Luego, en 1949, en el marco de un importante proceso de justicia social, de promoción de los derechos sociales y laborales que marcaron de manera favorable y determinante la historia de la clase trabajadora argentina, se eliminan los aranceles universitarios. Desde entonces los trabajadores pueden acceder a Universidades Públicas.
El espíritu y el carácter de esos acontecimientos necesitan ser recordados y actualizados periódicamente para que se mantengan en la memoria viva de la sociedad.
El Sistema de Educación Público Universitario argentino, tomado como ejemplo en todos los reclamos regionales por basarse en los pilares del ingreso irrestricto y de educación gratuita y pública, propone una universidad autónoma, cogobernada, inclusiva y de calidad.
En el año del centenario de la Reforma Universitaria nos enfrentamos en Latinoamérica a un brusco cambio político, con líderes conservadores o neoliberales que no comparten los ideales del Sistema Universitario Público legado por sus antecesores.

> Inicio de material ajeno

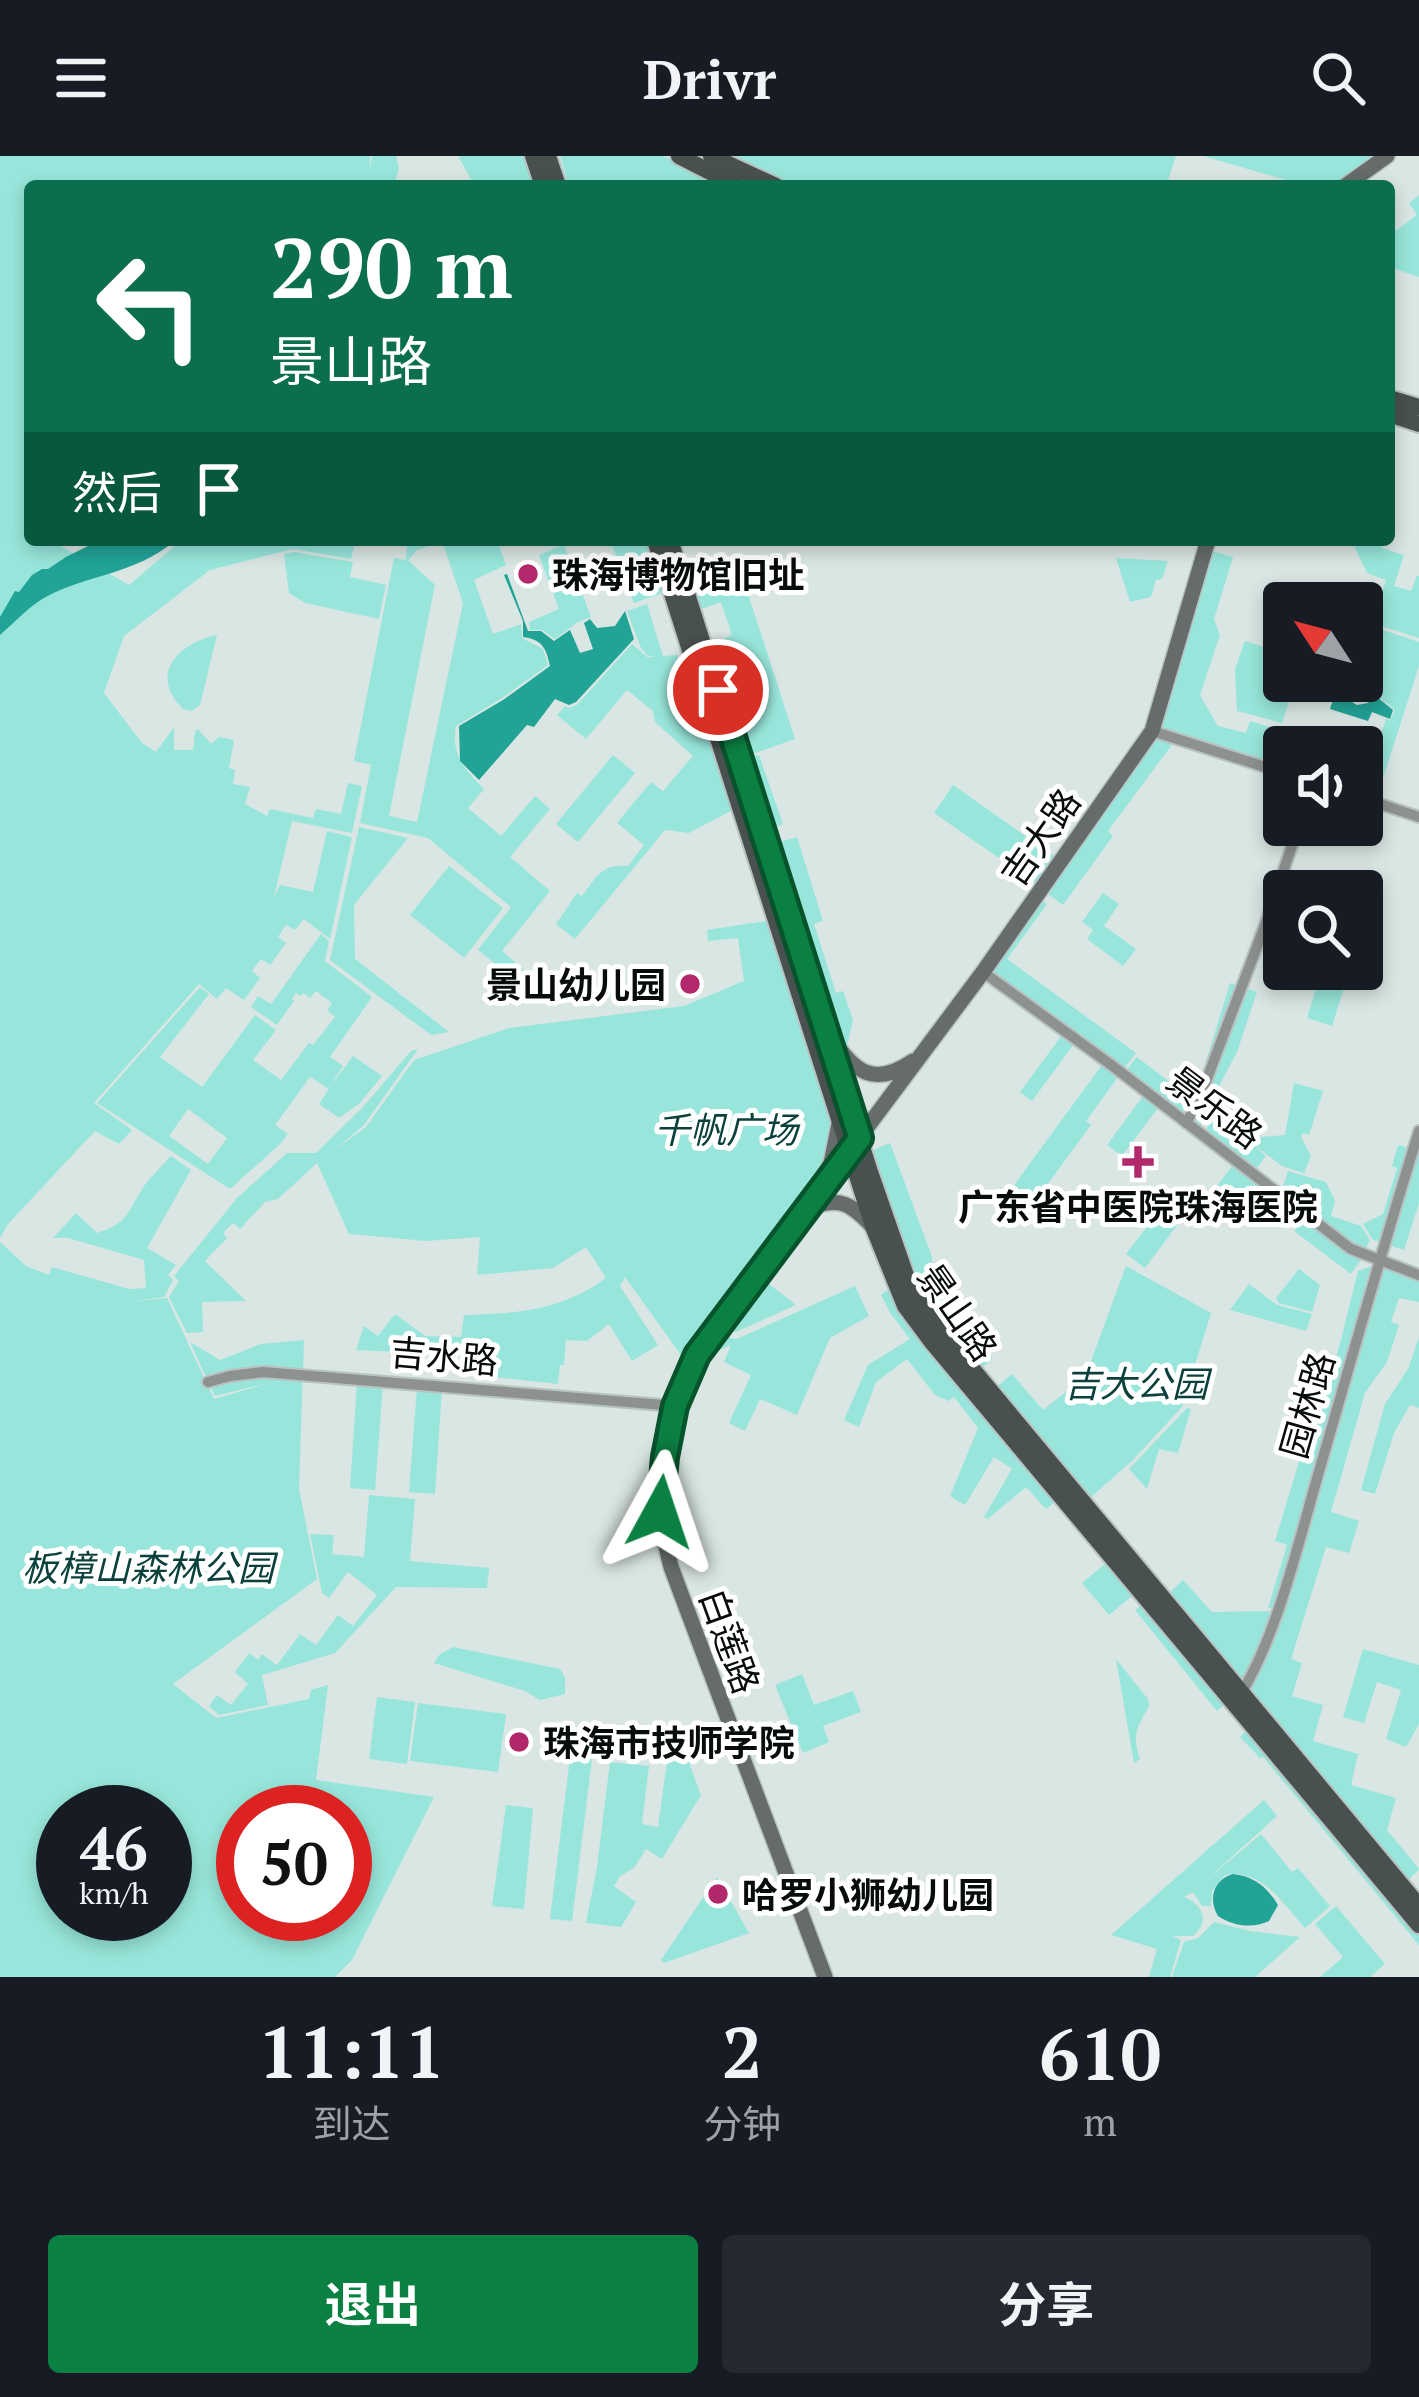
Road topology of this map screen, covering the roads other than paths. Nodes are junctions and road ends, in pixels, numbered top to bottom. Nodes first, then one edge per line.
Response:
1 (679, 156) edge
2 (711, 156) edge
3 (1387, 156) edge
4 (726, 180) edge
5 (763, 180) edge
6 (1354, 180) edge
7 (658, 546) edge
8 (672, 546) edge
9 (1206, 546) edge
10 (1152, 730) junction
11 (1263, 766) edge
12 (1383, 805) edge
13 (1419, 817) edge
14 (1292, 846) edge
15 (983, 972) junction
16 (827, 1031) junction
17 (924, 1052) junction
18 (840, 1119) junction
19 (1186, 1123) junction
20 (1419, 1131) edge
21 (855, 1145) junction
22 (807, 1209) junction
23 (874, 1229) junction
24 (1378, 1261) junction
25 (1419, 1274) edge
26 (208, 1382) dead end
27 (675, 1406) junction
28 (1242, 1692) junction
29 (1419, 1906) edge
30 (1419, 1924) edge
31 (826, 1977) edge

1 - 4 main road
2 - 5 main road
3 - 6 main road
7 - 18 main road, 景山路
8 - 16 main road, 景山路
9 - 10 main road, 吉大路
10 - 11 street
10 - 15 main road, 吉大路
12 - 13 street
14 - 19 street
15 - 17 main road, 吉大路
15 - 19 street, 景乐路
16 - 17 main road
16 - 21 main road, 景山路
17 - 21 main road, 吉大路
18 - 21 main road, 景山路
18 - 22 main road
19 - 24 street, 景乐路
20 - 24 street, 园林路
21 - 22 main road, 白莲路
21 - 23 main road, 景山路
21 - 28 main road, 景山路
22 - 23 main road
22 - 27 main road, 白莲路
23 - 30 main road, 景山路
24 - 25 street, 景乐路
24 - 28 street, 园林路
26 - 27 street, 吉水路
27 - 31 main road, 白莲路
28 - 29 main road, 景山路

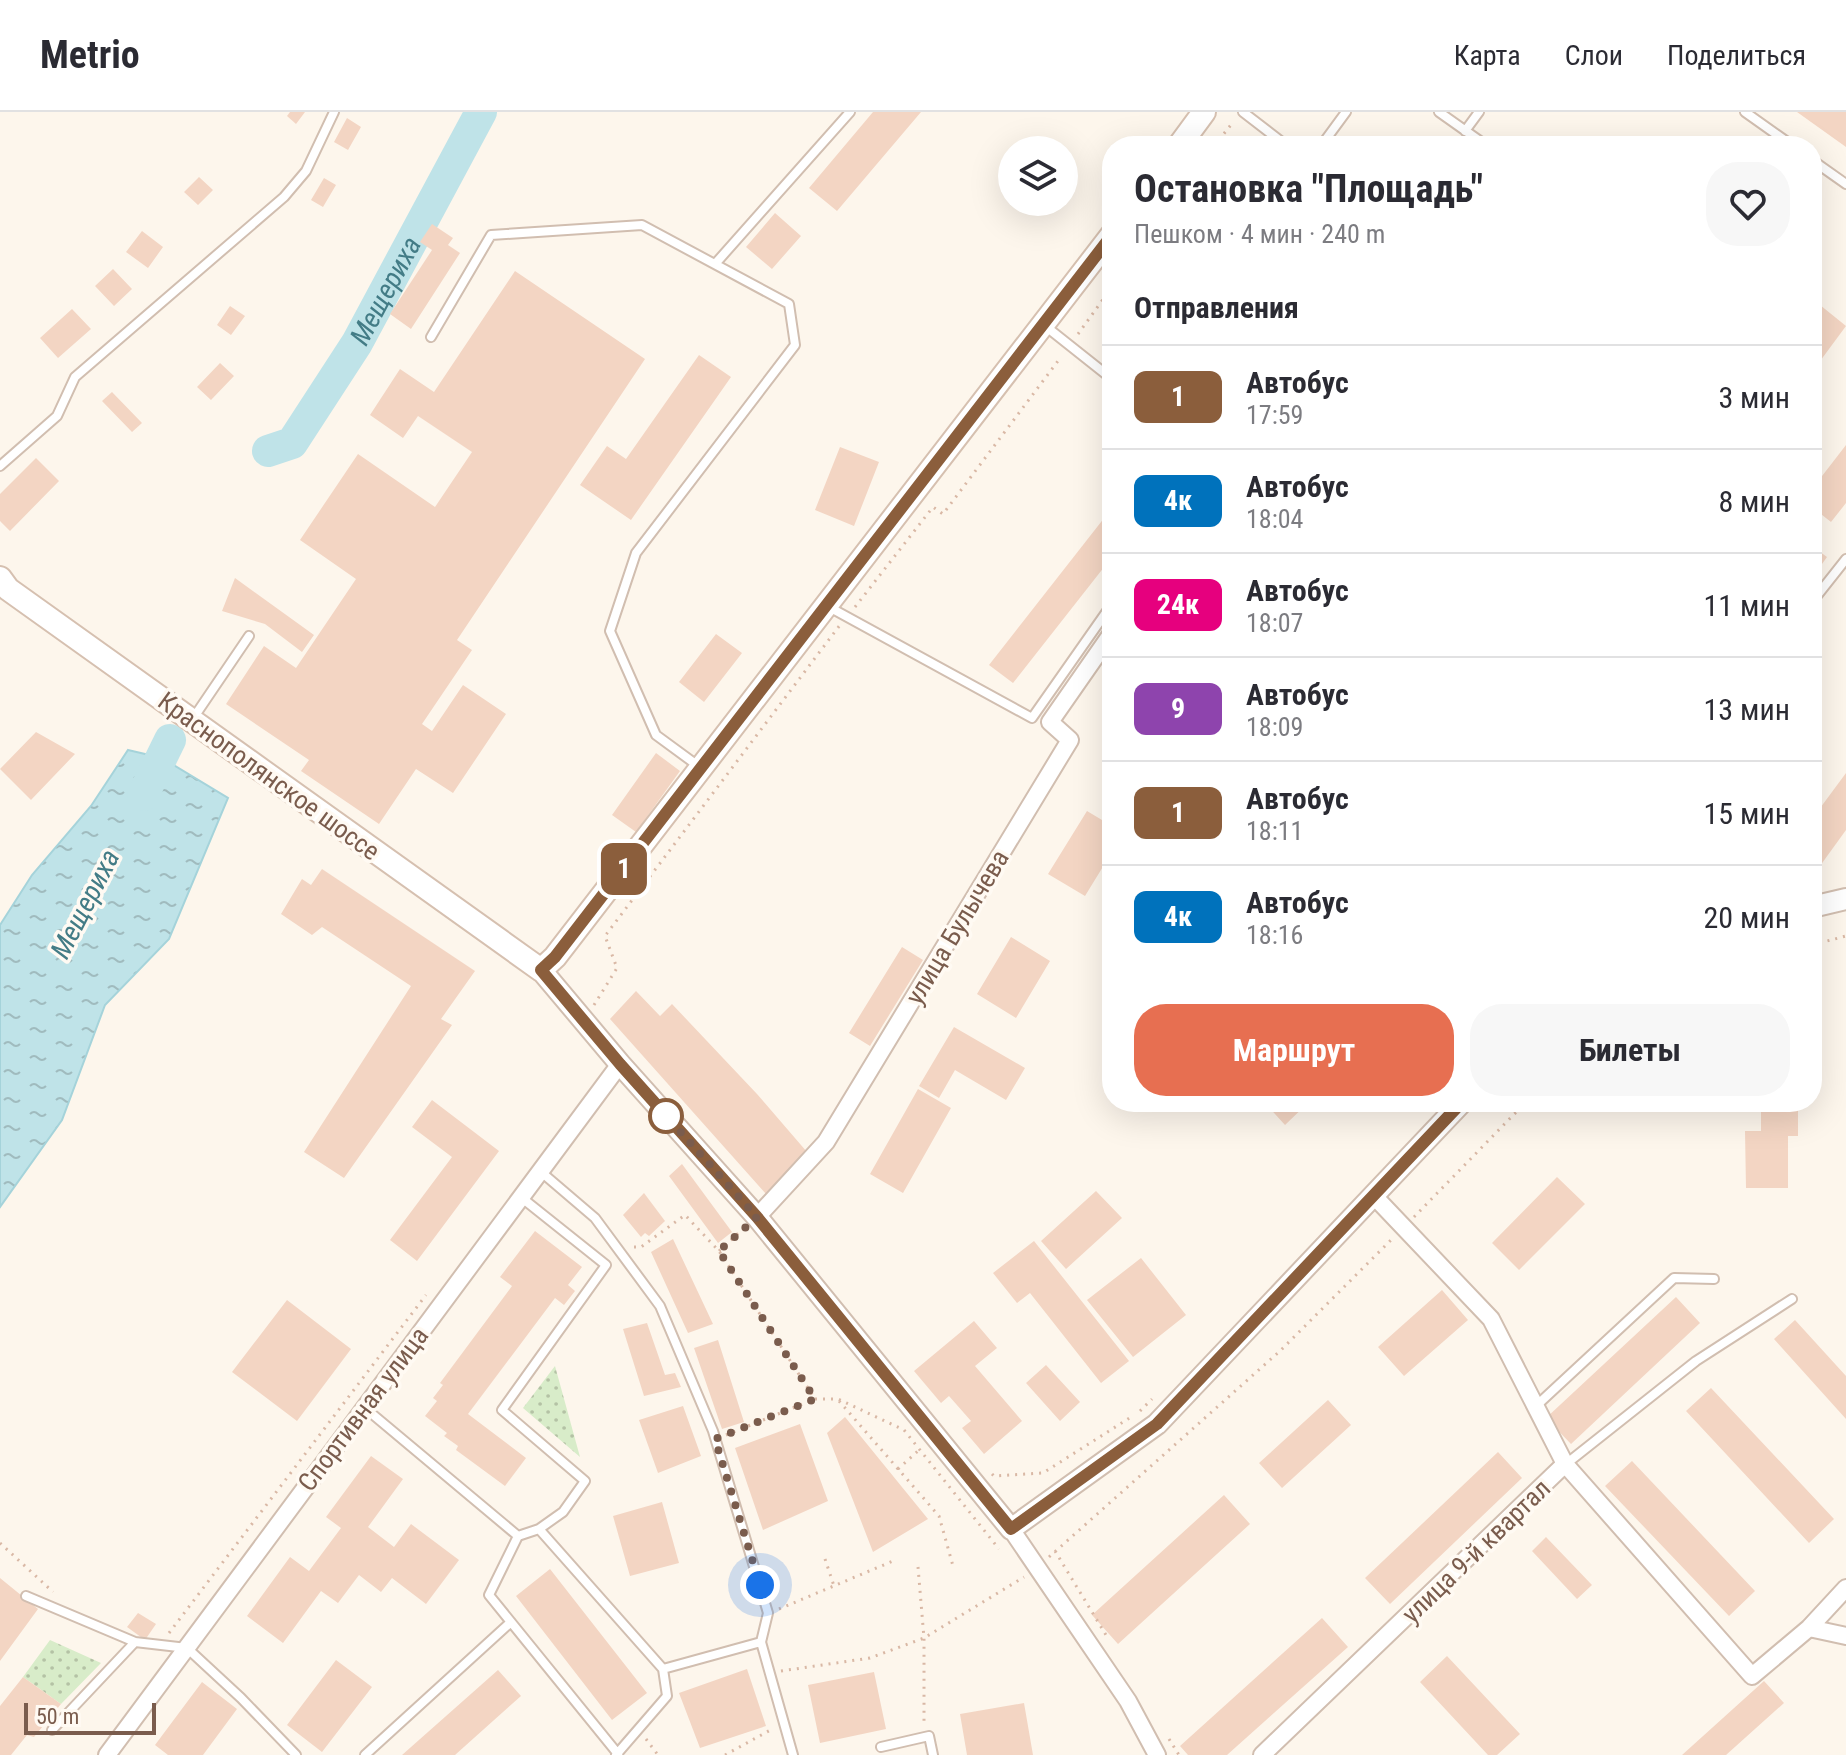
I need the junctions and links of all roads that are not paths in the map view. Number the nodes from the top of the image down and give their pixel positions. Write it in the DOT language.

Estos nuevos vientos de derecha que golpean a la universidad, y tienden a una separación del estudiante y futuro profesional de su contexto, agitan el ideal de un sujeto universitario individualista escindido de contexto social, al que solo le importa el libre ejercicio de su profesión.
La educación es tenida como un bien valorable solo en los términos cuantitativos del rédito económico, una inversión que apunta al lucro. Esa es la característica principal del sujeto ideal, individualista y exitoso, del neoliberalismo.
Es necesario poner un límite. Todos los actores ligados al ámbito universitario, entre ellos los sindicatos de trabajadores docentes y no docentes, junto con las autoridades que entiendan lo que la realidad nos demanda, debemos llevar adelante un rol crucial: defender el Sistema Educativo Universitario, bajo la clara y férrea consigna de que la educación no es una mercancía, es un derecho.
Es el momento de una nueva transformación, de que la universidad se abra aún más a la sociedad, a todos los sectores. A 100 años de la Reforma, cada vez más hijos e hijas de trabajadores y trabajadoras deben llegar a la universidad. Hay que imbricar la educación superior en un ciclo virtuoso con el contexto social, que tenga como objetivo primario el bien común. Estamos ante el desafío de lograr una apropiación social de la universidad que la coloque en un lugar de relevancia en el proceso regional de construcciones de sociedades más justas.